Could you copy every entry exactly, with nothing changed?

----

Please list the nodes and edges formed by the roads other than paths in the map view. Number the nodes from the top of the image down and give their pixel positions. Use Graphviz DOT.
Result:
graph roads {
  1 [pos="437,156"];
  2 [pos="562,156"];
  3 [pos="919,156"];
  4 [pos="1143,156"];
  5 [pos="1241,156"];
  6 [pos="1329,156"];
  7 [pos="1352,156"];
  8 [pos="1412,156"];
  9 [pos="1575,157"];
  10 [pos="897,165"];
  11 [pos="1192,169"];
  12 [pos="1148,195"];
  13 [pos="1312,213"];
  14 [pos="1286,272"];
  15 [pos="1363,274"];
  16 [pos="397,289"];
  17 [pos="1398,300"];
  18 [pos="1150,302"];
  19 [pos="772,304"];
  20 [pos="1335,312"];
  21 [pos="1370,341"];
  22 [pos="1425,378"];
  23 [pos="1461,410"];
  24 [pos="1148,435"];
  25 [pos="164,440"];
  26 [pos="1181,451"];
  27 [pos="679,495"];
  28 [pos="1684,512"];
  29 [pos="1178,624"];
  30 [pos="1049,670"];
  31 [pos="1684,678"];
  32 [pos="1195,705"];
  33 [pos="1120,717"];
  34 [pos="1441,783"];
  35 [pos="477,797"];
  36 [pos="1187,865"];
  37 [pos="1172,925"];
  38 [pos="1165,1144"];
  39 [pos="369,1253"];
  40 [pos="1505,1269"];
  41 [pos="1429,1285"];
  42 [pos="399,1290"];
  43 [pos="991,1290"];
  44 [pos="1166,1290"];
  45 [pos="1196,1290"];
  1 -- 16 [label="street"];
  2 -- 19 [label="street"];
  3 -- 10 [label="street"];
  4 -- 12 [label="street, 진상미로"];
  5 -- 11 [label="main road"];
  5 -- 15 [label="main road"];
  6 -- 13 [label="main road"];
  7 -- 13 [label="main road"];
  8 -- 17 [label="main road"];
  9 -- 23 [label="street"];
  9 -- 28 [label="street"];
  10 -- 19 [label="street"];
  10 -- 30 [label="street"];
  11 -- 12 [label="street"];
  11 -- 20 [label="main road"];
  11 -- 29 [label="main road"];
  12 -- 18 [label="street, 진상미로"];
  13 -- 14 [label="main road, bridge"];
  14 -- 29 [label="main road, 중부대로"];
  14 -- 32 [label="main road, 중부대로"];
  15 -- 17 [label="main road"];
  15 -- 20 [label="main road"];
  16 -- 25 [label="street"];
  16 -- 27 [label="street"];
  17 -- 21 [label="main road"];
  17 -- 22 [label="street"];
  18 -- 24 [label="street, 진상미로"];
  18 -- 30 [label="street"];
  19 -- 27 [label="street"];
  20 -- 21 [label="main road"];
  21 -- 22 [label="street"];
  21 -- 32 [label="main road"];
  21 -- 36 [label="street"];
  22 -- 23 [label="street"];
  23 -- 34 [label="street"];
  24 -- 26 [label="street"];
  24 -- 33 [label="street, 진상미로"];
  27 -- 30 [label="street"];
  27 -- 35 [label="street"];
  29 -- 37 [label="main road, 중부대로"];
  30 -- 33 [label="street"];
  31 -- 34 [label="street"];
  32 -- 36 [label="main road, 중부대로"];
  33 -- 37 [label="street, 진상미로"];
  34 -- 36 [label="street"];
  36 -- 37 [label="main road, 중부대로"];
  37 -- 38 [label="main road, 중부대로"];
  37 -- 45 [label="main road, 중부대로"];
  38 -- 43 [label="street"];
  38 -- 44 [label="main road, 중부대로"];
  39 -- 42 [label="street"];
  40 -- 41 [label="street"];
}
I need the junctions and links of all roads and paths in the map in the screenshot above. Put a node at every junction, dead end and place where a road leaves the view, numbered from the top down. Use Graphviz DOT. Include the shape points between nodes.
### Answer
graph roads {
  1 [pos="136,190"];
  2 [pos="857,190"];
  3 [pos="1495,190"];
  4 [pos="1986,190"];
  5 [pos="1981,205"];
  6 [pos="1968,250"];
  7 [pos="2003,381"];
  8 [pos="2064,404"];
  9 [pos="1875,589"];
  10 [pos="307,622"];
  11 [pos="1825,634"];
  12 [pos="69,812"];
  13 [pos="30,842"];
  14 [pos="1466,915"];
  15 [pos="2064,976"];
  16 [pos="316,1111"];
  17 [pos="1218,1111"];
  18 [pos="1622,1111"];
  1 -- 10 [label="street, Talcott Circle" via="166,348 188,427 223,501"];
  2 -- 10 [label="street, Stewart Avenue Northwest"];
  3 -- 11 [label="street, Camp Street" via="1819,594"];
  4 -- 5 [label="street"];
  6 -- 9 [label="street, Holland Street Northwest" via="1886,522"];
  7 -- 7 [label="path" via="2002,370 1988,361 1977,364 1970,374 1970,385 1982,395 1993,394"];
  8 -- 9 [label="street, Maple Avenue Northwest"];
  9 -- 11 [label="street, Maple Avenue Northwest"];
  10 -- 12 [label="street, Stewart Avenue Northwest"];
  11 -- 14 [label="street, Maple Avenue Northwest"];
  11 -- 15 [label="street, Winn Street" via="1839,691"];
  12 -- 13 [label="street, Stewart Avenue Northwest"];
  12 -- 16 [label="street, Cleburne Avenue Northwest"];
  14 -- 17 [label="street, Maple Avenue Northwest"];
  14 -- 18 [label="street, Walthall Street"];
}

----

» ANSWER TO THIS PROBLEM:
Please list the nodes and edges formed by the roads other than paths in the map view. Number the nodes from the top of the image down and give their pixel positions. Use Graphviz DOT.
Result:
graph roads {
  1 [pos="437,156"];
  2 [pos="562,156"];
  3 [pos="919,156"];
  4 [pos="1143,156"];
  5 [pos="1241,156"];
  6 [pos="1329,156"];
  7 [pos="1352,156"];
  8 [pos="1412,156"];
  9 [pos="1575,157"];
  10 [pos="897,165"];
  11 [pos="1192,169"];
  12 [pos="1148,195"];
  13 [pos="1312,213"];
  14 [pos="1286,272"];
  15 [pos="1363,274"];
  16 [pos="397,289"];
  17 [pos="1398,300"];
  18 [pos="1150,302"];
  19 [pos="772,304"];
  20 [pos="1335,312"];
  21 [pos="1370,341"];
  22 [pos="1425,378"];
  23 [pos="1461,410"];
  24 [pos="1148,435"];
  25 [pos="164,440"];
  26 [pos="1181,451"];
  27 [pos="679,495"];
  28 [pos="1684,512"];
  29 [pos="1178,624"];
  30 [pos="1049,670"];
  31 [pos="1684,678"];
  32 [pos="1195,705"];
  33 [pos="1120,717"];
  34 [pos="1441,783"];
  35 [pos="477,797"];
  36 [pos="1187,865"];
  37 [pos="1172,925"];
  38 [pos="1165,1144"];
  39 [pos="369,1253"];
  40 [pos="1505,1269"];
  41 [pos="1429,1285"];
  42 [pos="399,1290"];
  43 [pos="991,1290"];
  44 [pos="1166,1290"];
  45 [pos="1196,1290"];
  1 -- 16 [label="street"];
  2 -- 19 [label="street"];
  3 -- 10 [label="street"];
  4 -- 12 [label="street, 진상미로"];
  5 -- 11 [label="main road"];
  5 -- 15 [label="main road"];
  6 -- 13 [label="main road"];
  7 -- 13 [label="main road"];
  8 -- 17 [label="main road"];
  9 -- 23 [label="street"];
  9 -- 28 [label="street"];
  10 -- 19 [label="street"];
  10 -- 30 [label="street"];
  11 -- 12 [label="street"];
  11 -- 20 [label="main road"];
  11 -- 29 [label="main road"];
  12 -- 18 [label="street, 진상미로"];
  13 -- 14 [label="main road, bridge"];
  14 -- 29 [label="main road, 중부대로"];
  14 -- 32 [label="main road, 중부대로"];
  15 -- 17 [label="main road"];
  15 -- 20 [label="main road"];
  16 -- 25 [label="street"];
  16 -- 27 [label="street"];
  17 -- 21 [label="main road"];
  17 -- 22 [label="street"];
  18 -- 24 [label="street, 진상미로"];
  18 -- 30 [label="street"];
  19 -- 27 [label="street"];
  20 -- 21 [label="main road"];
  21 -- 22 [label="street"];
  21 -- 32 [label="main road"];
  21 -- 36 [label="street"];
  22 -- 23 [label="street"];
  23 -- 34 [label="street"];
  24 -- 26 [label="street"];
  24 -- 33 [label="street, 진상미로"];
  27 -- 30 [label="street"];
  27 -- 35 [label="street"];
  29 -- 37 [label="main road, 중부대로"];
  30 -- 33 [label="street"];
  31 -- 34 [label="street"];
  32 -- 36 [label="main road, 중부대로"];
  33 -- 37 [label="street, 진상미로"];
  34 -- 36 [label="street"];
  36 -- 37 [label="main road, 중부대로"];
  37 -- 38 [label="main road, 중부대로"];
  37 -- 45 [label="main road, 중부대로"];
  38 -- 43 [label="street"];
  38 -- 44 [label="main road, 중부대로"];
  39 -- 42 [label="street"];
  40 -- 41 [label="street"];
}
I need the junctions and links of all roads and paths in the map in the screenshot above. Put a node at every junction, dead end and place where a road leaves the view, numbered from the top down. Use Graphviz DOT. Include the shape points between nodes.
### Answer
graph roads {
  1 [pos="136,190"];
  2 [pos="857,190"];
  3 [pos="1495,190"];
  4 [pos="1986,190"];
  5 [pos="1981,205"];
  6 [pos="1968,250"];
  7 [pos="2003,381"];
  8 [pos="2064,404"];
  9 [pos="1875,589"];
  10 [pos="307,622"];
  11 [pos="1825,634"];
  12 [pos="69,812"];
  13 [pos="30,842"];
  14 [pos="1466,915"];
  15 [pos="2064,976"];
  16 [pos="316,1111"];
  17 [pos="1218,1111"];
  18 [pos="1622,1111"];
  1 -- 10 [label="street, Talcott Circle" via="166,348 188,427 223,501"];
  2 -- 10 [label="street, Stewart Avenue Northwest"];
  3 -- 11 [label="street, Camp Street" via="1819,594"];
  4 -- 5 [label="street"];
  6 -- 9 [label="street, Holland Street Northwest" via="1886,522"];
  7 -- 7 [label="path" via="2002,370 1988,361 1977,364 1970,374 1970,385 1982,395 1993,394"];
  8 -- 9 [label="street, Maple Avenue Northwest"];
  9 -- 11 [label="street, Maple Avenue Northwest"];
  10 -- 12 [label="street, Stewart Avenue Northwest"];
  11 -- 14 [label="street, Maple Avenue Northwest"];
  11 -- 15 [label="street, Winn Street" via="1839,691"];
  12 -- 13 [label="street, Stewart Avenue Northwest"];
  12 -- 16 [label="street, Cleburne Avenue Northwest"];
  14 -- 17 [label="street, Maple Avenue Northwest"];
  14 -- 18 [label="street, Walthall Street"];
}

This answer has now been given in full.